# Required action
Would you please copy every line below that includes the string "Donát"?

# Material provided
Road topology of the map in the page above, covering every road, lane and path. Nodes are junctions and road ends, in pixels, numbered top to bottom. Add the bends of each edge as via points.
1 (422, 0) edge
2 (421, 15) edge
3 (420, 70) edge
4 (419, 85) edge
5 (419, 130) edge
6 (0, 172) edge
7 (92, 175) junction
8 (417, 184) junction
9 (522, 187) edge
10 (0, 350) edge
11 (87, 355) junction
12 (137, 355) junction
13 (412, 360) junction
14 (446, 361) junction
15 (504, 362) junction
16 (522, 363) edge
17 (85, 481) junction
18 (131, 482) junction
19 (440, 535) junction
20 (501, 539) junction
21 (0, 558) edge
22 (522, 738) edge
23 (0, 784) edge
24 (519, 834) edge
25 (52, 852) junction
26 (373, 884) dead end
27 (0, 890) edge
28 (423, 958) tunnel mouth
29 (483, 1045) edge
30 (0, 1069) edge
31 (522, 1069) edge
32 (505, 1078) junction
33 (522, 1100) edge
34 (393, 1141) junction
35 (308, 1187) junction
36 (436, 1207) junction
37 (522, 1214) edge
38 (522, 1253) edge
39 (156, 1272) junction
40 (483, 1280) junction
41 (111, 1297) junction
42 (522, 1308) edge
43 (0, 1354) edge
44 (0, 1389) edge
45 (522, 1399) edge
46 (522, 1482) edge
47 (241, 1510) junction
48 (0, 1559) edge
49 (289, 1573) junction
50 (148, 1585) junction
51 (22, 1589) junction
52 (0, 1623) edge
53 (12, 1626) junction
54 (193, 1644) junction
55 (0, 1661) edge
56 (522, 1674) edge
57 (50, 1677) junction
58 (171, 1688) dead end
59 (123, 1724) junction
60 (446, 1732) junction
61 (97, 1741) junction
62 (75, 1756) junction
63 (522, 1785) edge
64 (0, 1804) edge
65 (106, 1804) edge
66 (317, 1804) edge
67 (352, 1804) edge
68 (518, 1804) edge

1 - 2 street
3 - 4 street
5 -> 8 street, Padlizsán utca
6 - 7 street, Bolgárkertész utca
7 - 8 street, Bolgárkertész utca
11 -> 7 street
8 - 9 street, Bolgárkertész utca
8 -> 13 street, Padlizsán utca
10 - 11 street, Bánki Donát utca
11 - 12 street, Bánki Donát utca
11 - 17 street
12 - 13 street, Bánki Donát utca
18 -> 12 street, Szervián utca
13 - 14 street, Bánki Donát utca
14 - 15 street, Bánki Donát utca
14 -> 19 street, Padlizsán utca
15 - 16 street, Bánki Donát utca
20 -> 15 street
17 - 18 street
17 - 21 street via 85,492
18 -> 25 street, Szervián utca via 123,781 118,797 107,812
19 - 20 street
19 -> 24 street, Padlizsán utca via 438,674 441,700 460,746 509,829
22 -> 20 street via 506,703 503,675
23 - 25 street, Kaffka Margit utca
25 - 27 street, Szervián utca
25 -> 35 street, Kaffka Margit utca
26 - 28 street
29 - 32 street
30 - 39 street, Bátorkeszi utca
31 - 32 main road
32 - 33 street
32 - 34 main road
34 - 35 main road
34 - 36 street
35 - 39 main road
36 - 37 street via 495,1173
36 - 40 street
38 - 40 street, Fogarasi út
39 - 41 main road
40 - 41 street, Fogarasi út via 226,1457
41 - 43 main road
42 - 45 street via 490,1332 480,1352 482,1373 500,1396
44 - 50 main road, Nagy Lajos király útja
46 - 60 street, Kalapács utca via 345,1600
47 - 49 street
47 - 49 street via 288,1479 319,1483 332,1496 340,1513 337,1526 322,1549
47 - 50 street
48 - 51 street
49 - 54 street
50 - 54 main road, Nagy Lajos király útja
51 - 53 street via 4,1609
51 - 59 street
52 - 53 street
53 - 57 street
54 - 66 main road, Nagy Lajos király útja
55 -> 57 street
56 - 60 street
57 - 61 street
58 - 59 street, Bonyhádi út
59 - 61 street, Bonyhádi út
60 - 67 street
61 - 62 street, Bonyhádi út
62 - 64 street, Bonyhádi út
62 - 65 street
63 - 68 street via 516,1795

# Finished task
10 - 11 street, Bánki Donát utca
11 - 12 street, Bánki Donát utca
12 - 13 street, Bánki Donát utca
13 - 14 street, Bánki Donát utca
14 - 15 street, Bánki Donát utca
15 - 16 street, Bánki Donát utca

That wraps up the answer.